[Stored data]
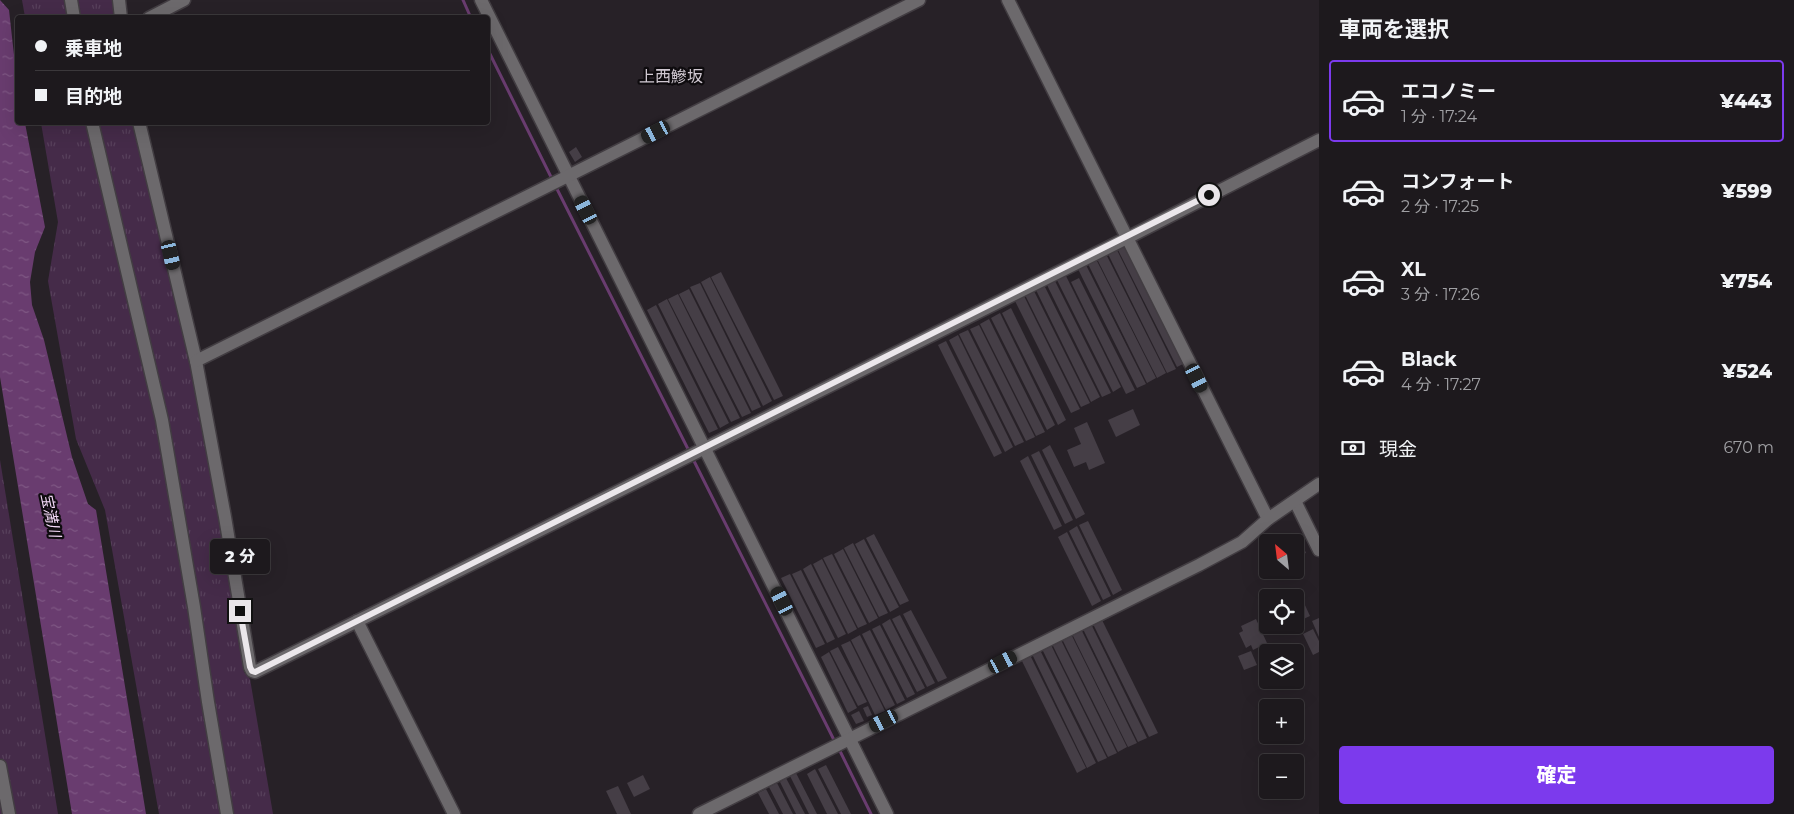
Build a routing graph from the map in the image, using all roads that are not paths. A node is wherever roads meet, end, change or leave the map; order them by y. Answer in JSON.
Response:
{"nodes":[{"id":1,"x":71,"y":0,"type":"edge"},
{"id":2,"x":119,"y":0,"type":"edge"},
{"id":3,"x":184,"y":0,"type":"edge"},
{"id":4,"x":481,"y":0,"type":"edge"},
{"id":5,"x":919,"y":0,"type":"edge"},
{"id":6,"x":1008,"y":0,"type":"edge"},
{"id":7,"x":74,"y":15,"type":"edge"},
{"id":8,"x":121,"y":15,"type":"edge"},
{"id":9,"x":155,"y":15,"type":"edge"},
{"id":10,"x":488,"y":15,"type":"edge"},
{"id":11,"x":490,"y":19,"type":"edge"},
{"id":12,"x":93,"y":125,"type":"edge"},
{"id":13,"x":140,"y":125,"type":"edge"},
{"id":14,"x":1319,"y":140,"type":"edge"},
{"id":15,"x":565,"y":178,"type":"junction"},
{"id":16,"x":1127,"y":238,"type":"junction"},
{"id":17,"x":196,"y":360,"type":"junction"},
{"id":18,"x":701,"y":449,"type":"junction"},
{"id":19,"x":1319,"y":484,"type":"edge"},
{"id":20,"x":1295,"y":501,"type":"junction"},
{"id":21,"x":1268,"y":519,"type":"junction"},
{"id":22,"x":1319,"y":550,"type":"edge"},
{"id":23,"x":357,"y":621,"type":"junction"},
{"id":24,"x":846,"y":740,"type":"junction"},
{"id":25,"x":0,"y":766,"type":"edge"},
{"id":26,"x":9,"y":814,"type":"edge"},
{"id":27,"x":227,"y":814,"type":"edge"},
{"id":28,"x":454,"y":814,"type":"edge"},
{"id":29,"x":699,"y":814,"type":"edge"},
{"id":30,"x":887,"y":814,"type":"edge"}],
"edges":[{"from":1,"to":7,"type":"street"},
{"from":2,"to":8,"type":"street"},
{"from":3,"to":9,"type":"street"},
{"from":4,"to":10,"type":"street"},
{"from":5,"to":15,"type":"street"},
{"from":6,"to":16,"type":"street"},
{"from":11,"to":15,"type":"street"},
{"from":12,"to":27,"type":"street"},
{"from":13,"to":17,"type":"street"},
{"from":14,"to":16,"type":"street"},
{"from":15,"to":17,"type":"street"},
{"from":15,"to":18,"type":"street"},
{"from":16,"to":18,"type":"street"},
{"from":16,"to":21,"type":"street"},
{"from":17,"to":23,"type":"street"},
{"from":18,"to":23,"type":"street"},
{"from":18,"to":24,"type":"street"},
{"from":19,"to":20,"type":"street"},
{"from":20,"to":21,"type":"street"},
{"from":20,"to":22,"type":"street"},
{"from":21,"to":24,"type":"street"},
{"from":23,"to":28,"type":"street"},
{"from":24,"to":29,"type":"street"},
{"from":24,"to":30,"type":"street"},
{"from":25,"to":26,"type":"street"}]}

**Problem description**
Please set down the data above exactly as given, leaving every picture out.

**Response to the exercise**
Build a routing graph from the map in the image, using all roads that are not paths. A node is wherever roads meet, end, change or leave the map; order them by y. Answer in JSON.
Response:
{"nodes":[{"id":1,"x":71,"y":0,"type":"edge"},
{"id":2,"x":119,"y":0,"type":"edge"},
{"id":3,"x":184,"y":0,"type":"edge"},
{"id":4,"x":481,"y":0,"type":"edge"},
{"id":5,"x":919,"y":0,"type":"edge"},
{"id":6,"x":1008,"y":0,"type":"edge"},
{"id":7,"x":74,"y":15,"type":"edge"},
{"id":8,"x":121,"y":15,"type":"edge"},
{"id":9,"x":155,"y":15,"type":"edge"},
{"id":10,"x":488,"y":15,"type":"edge"},
{"id":11,"x":490,"y":19,"type":"edge"},
{"id":12,"x":93,"y":125,"type":"edge"},
{"id":13,"x":140,"y":125,"type":"edge"},
{"id":14,"x":1319,"y":140,"type":"edge"},
{"id":15,"x":565,"y":178,"type":"junction"},
{"id":16,"x":1127,"y":238,"type":"junction"},
{"id":17,"x":196,"y":360,"type":"junction"},
{"id":18,"x":701,"y":449,"type":"junction"},
{"id":19,"x":1319,"y":484,"type":"edge"},
{"id":20,"x":1295,"y":501,"type":"junction"},
{"id":21,"x":1268,"y":519,"type":"junction"},
{"id":22,"x":1319,"y":550,"type":"edge"},
{"id":23,"x":357,"y":621,"type":"junction"},
{"id":24,"x":846,"y":740,"type":"junction"},
{"id":25,"x":0,"y":766,"type":"edge"},
{"id":26,"x":9,"y":814,"type":"edge"},
{"id":27,"x":227,"y":814,"type":"edge"},
{"id":28,"x":454,"y":814,"type":"edge"},
{"id":29,"x":699,"y":814,"type":"edge"},
{"id":30,"x":887,"y":814,"type":"edge"}],
"edges":[{"from":1,"to":7,"type":"street"},
{"from":2,"to":8,"type":"street"},
{"from":3,"to":9,"type":"street"},
{"from":4,"to":10,"type":"street"},
{"from":5,"to":15,"type":"street"},
{"from":6,"to":16,"type":"street"},
{"from":11,"to":15,"type":"street"},
{"from":12,"to":27,"type":"street"},
{"from":13,"to":17,"type":"street"},
{"from":14,"to":16,"type":"street"},
{"from":15,"to":17,"type":"street"},
{"from":15,"to":18,"type":"street"},
{"from":16,"to":18,"type":"street"},
{"from":16,"to":21,"type":"street"},
{"from":17,"to":23,"type":"street"},
{"from":18,"to":23,"type":"street"},
{"from":18,"to":24,"type":"street"},
{"from":19,"to":20,"type":"street"},
{"from":20,"to":21,"type":"street"},
{"from":20,"to":22,"type":"street"},
{"from":21,"to":24,"type":"street"},
{"from":23,"to":28,"type":"street"},
{"from":24,"to":29,"type":"street"},
{"from":24,"to":30,"type":"street"},
{"from":25,"to":26,"type":"street"}]}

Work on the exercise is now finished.